8. A seal assembly as recited in claim 1, wherein the cup member includes an outer portion fixed outboard of the first socket portion.

9. A seal assembly as recited in claim 1, wherein the cup body is brazed to the cup member.

10. A seal assembly as recited in claim 1, wherein an outer periphery of the first socket portion is threaded into the cup member.

11. A seal assembly as recited in claim 1, wherein the cup member defines an axially aligned polygonal outer perimeter for engagement with a tool for rotating the cup member circumferentially.

12. A seal assembly for accommodating misaligned conduits comprising:

a first conduit including a first end and an opposed second end with a core defined at the second end, wherein an internal passage is defined through the first conduit from the first end to the second end, and wherein the core defines a spherical portion including two separate seals axially spaced apart from one another relative to a longitudinal axis defined by the first conduit; and

a second conduit including opposed first and second ends, wherein the first end of the second conduit defines a socket portion, wherein an internal passage is defined through the second conduit from the first end to the second end thereof, wherein the core spherical portion of the first conduit is engaged with the socket portion of the second conduit to form a ball and socket joint with the seals in sealing engagement with the socket portion, wherein the core is free to move relative to the socket portion to accommodate axial misalignment of the first and second conduits.

13. A seal assembly as recited in claim 12, wherein each seal includes a seal channel defined circumferentially around the core spherical portion.

14. A seal assembly as recited in claim 12, wherein a separate elastomeric seal ring is disposed in each of the seal channels.

15. A seal assembly as recited in claim 12, wherein both seals are positioned to be in sealing engagement with the socket portion regardless of misalignment of the first conduit within a limit.

16. A seal assembly for accommodating misaligned conduits comprising:

a first conduit including a first end and an opposed second end with a core defined at the second end, wherein an internal passage is defined through the first conduit from the first end to the second end, and wherein the core has a spherical portion including two separate seals axially spaced apart from one another relative to a longitudinal axis defined by the first conduit;

a second conduit including opposed first and second ends, wherein the first end of the second conduit defines a first socket portion, wherein an internal passage is defined through the second conduit from the first end to the second end thereof; and

a cup member defining a second socket portion, wherein the first and second socket portions define a socket, wherein the core spherical portion of the first conduit is captured within the socket with the seals in sealing engagement with the socket, wherein the core is free to move relative to the socket to accommodate axial misalignment of the first and second conduits, wherein each seal includes a seal channel defined circumferentially around the core spherical portion and a separate elastomeric seal ring is disposed in each of the seal channels, wherein the cup member defines a clearance bore extending axially from the second socket portion, wherein the clearance bore has a diameter that is greater than that of the first end of the first conduit to accommodate axial misalignment of the first conduit relative to the cup member, wherein the cup member defines a limit on relative axial misalignment of the first conduit relative to the cup member, and both seals are positioned to be in sealing engagement with the first socket portion regardless of misalignment of the first conduit within the limit.
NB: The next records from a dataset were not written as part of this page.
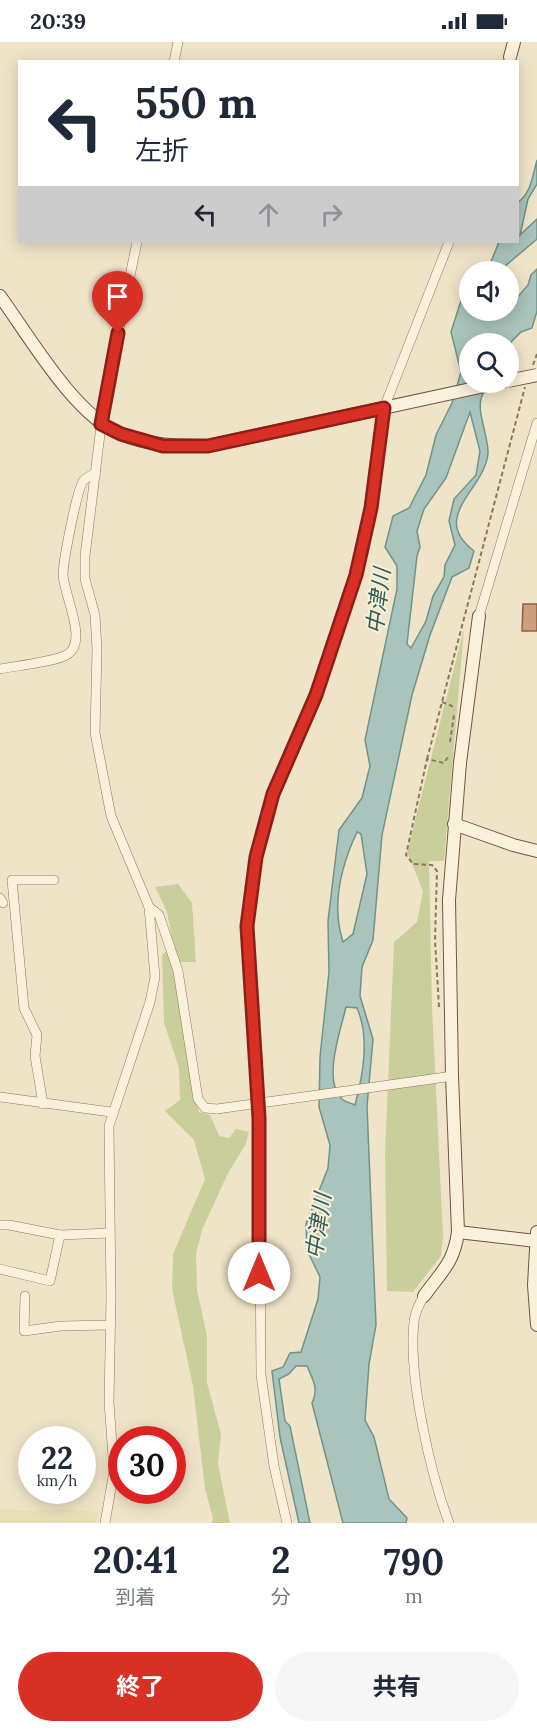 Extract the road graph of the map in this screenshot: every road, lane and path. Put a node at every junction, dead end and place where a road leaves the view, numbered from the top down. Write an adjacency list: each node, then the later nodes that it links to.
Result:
1 (178, 42): 4 (street)
2 (514, 42): 3 (street)
3 (509, 59)
4 (174, 60)
5 (137, 243): 13 (street)
6 (449, 243): 11 (street)
7 (0, 296): 13 (street)
8 (537, 354): 9 (path)
9 (532, 376): 17 (path)
10 (459, 391): 11 (street)
11 (384, 408): 13 (street); 39 (street)
12 (537, 423): 15 (street)
13 (101, 424): 14 (street)
14 (96, 473): 16 (street); 22 (street)
15 (479, 616): 19 (street)
16 (0, 669)
17 (442, 702): 18 (path); 18 (path)
18 (427, 759): 23 (path)
19 (454, 824): 20 (street); 23 (street)
20 (537, 851)
21 (54, 880): 26 (street)
22 (149, 907): 24 (street, bridge); 27 (street)
23 (451, 1015): 24 (street)
24 (452, 1076): 29 (street)
25 (0, 1097): 26 (street)
26 (43, 1104): 27 (street)
27 (111, 1112): 30 (street)
28 (0, 1225): 31 (street)
29 (458, 1232): 32 (street); 35 (street)
30 (110, 1233): 31 (street); 36 (street)
31 (60, 1235): 33 (street)
32 (536, 1236): 37 (street)
33 (0, 1269)
34 (25, 1296): 36 (street)
35 (424, 1296): 40 (street)
36 (110, 1325): 38 (street)
37 (537, 1325)
38 (105, 1523)
39 (287, 1523)
40 (449, 1523)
17. A seal assembly as recited in claim 16, wherein the cup member is fixed relative to the second conduit once threaded into the cup member to sealably engage the first conduit.

18. A seal assembly as recited in claim 16, wherein the cup member includes an outer portion fixed outboard of the second socket portion.

19. A seal assembly as recited in claim 16, wherein the cup body is brazed into the cup member.

20. A seal assembly as recited in claim 16, wherein an outer periphery of the first socket portion is threaded into the cup member.